[[ INPUT RECORDS open ]]
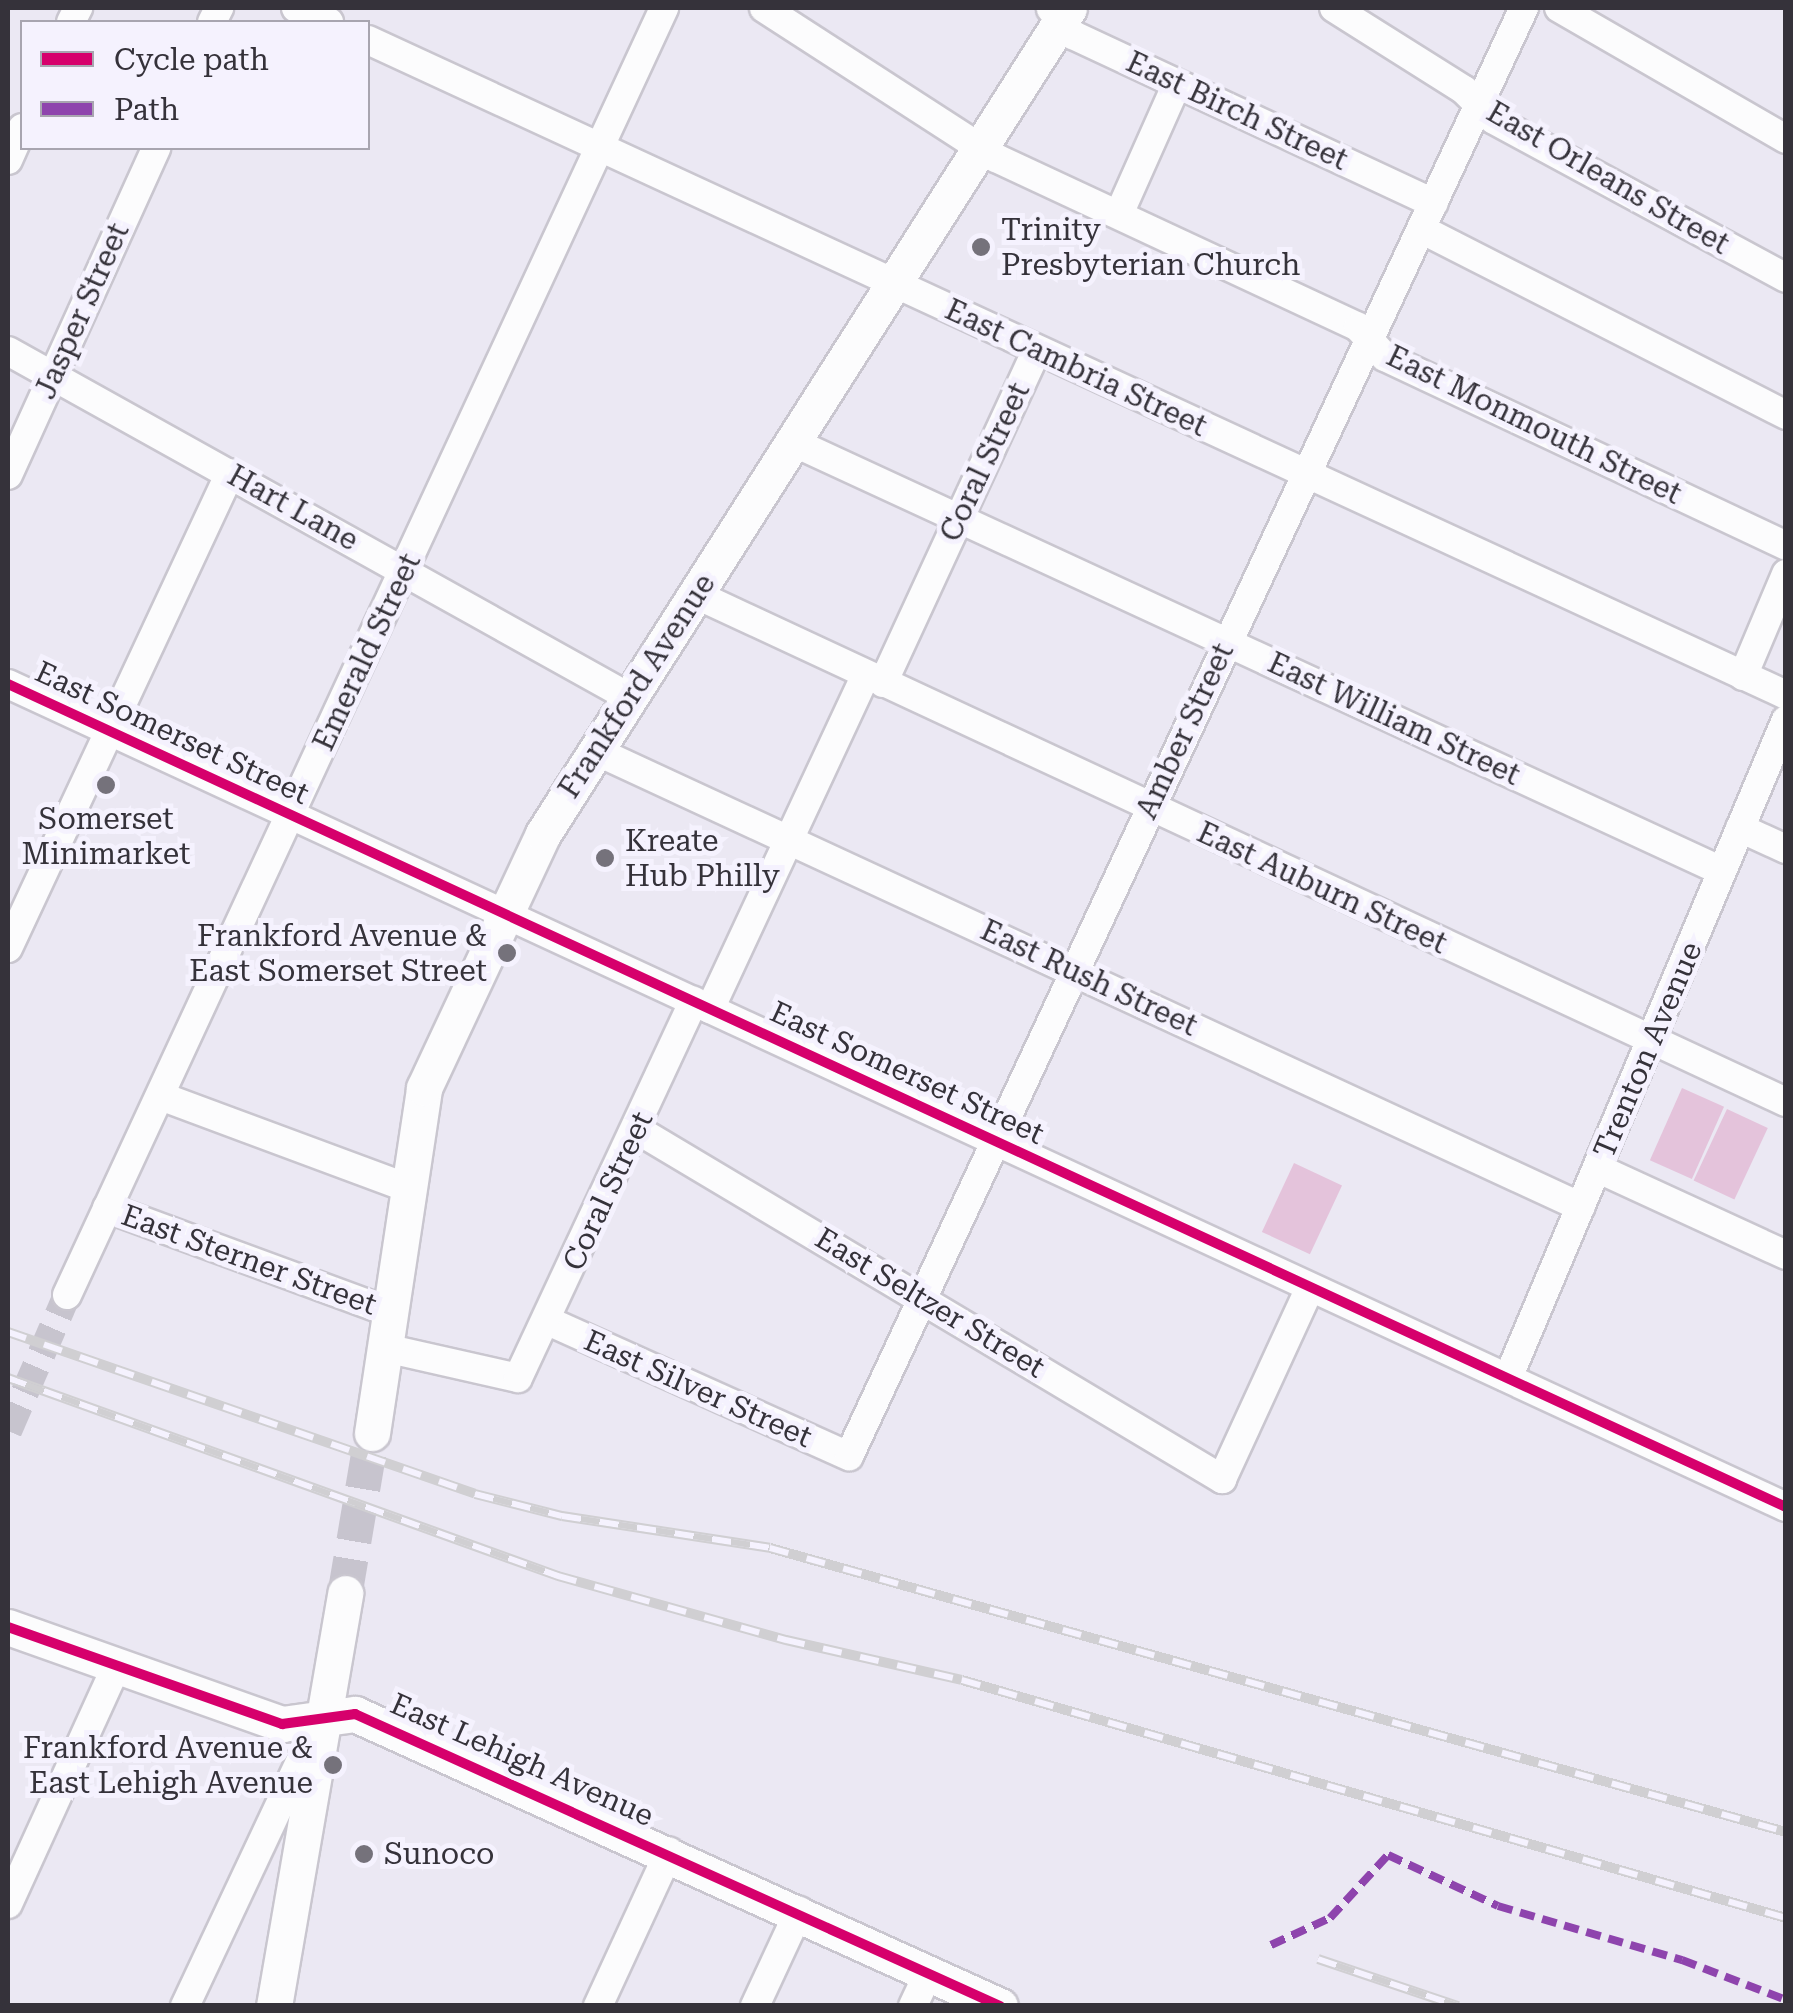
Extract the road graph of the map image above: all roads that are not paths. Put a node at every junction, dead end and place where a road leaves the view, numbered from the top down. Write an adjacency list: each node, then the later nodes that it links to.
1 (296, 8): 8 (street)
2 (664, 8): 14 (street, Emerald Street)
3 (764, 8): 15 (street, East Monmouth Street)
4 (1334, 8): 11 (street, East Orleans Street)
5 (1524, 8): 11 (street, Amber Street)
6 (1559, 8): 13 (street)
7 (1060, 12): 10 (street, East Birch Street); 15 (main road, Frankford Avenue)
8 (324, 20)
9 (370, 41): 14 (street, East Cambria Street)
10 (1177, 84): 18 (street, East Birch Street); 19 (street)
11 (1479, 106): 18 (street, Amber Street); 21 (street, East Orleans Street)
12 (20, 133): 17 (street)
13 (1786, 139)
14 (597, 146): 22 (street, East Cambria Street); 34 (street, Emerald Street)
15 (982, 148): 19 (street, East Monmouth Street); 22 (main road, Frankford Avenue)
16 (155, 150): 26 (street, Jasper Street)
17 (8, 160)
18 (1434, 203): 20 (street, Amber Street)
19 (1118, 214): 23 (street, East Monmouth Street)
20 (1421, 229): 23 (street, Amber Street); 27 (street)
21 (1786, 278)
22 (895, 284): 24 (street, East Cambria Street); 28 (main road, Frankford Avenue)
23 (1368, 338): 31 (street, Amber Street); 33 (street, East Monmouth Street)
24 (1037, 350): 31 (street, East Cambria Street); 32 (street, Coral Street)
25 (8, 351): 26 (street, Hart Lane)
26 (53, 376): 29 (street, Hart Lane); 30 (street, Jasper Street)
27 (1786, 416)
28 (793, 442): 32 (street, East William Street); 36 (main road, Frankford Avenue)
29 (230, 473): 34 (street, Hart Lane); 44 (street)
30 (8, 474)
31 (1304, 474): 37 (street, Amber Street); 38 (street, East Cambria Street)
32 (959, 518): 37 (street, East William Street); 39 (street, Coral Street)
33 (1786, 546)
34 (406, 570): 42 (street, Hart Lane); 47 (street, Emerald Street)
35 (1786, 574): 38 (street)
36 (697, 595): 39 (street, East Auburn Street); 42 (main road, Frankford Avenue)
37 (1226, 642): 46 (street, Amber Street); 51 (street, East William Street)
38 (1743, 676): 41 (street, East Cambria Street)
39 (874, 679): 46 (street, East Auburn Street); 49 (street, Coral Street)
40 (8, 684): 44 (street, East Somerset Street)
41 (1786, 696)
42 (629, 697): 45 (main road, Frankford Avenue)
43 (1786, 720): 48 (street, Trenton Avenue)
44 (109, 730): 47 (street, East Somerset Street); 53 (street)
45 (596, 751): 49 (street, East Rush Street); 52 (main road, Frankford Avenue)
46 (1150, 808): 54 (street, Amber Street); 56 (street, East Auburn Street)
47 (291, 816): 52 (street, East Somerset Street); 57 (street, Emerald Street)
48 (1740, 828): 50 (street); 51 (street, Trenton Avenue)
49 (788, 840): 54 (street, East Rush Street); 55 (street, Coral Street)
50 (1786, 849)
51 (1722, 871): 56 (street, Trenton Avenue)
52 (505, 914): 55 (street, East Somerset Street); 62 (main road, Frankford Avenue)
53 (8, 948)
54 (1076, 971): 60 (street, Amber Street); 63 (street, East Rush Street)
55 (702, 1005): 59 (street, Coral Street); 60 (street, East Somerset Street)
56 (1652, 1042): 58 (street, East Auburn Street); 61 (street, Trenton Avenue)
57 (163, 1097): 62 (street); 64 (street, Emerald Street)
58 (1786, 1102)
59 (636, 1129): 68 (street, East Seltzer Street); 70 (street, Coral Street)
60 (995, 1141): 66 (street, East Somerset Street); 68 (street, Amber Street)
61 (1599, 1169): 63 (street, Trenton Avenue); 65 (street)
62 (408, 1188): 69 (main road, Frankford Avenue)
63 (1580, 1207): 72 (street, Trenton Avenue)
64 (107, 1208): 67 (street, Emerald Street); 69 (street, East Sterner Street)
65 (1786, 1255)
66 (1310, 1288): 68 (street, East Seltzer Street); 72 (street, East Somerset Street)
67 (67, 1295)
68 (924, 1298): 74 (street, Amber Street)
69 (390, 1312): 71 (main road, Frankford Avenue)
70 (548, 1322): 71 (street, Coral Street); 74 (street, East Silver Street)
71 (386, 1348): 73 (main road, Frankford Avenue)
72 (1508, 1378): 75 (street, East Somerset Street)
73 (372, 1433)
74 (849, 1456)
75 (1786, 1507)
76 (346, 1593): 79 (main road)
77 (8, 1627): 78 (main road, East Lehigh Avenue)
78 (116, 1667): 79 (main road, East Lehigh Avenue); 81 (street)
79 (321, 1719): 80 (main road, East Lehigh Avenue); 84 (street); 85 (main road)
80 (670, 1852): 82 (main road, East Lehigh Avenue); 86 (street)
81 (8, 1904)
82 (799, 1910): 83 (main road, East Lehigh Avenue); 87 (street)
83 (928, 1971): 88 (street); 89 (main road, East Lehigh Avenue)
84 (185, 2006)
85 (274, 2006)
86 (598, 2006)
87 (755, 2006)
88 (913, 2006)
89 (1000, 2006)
[[ INPUT RECORDS closed ]]
> [THE PROBLEM] Above are the records; report each line in them that includes the word "Jasper".

> [EXERCISE RESULT]
16 (155, 150): 26 (street, Jasper Street)
26 (53, 376): 29 (street, Hart Lane); 30 (street, Jasper Street)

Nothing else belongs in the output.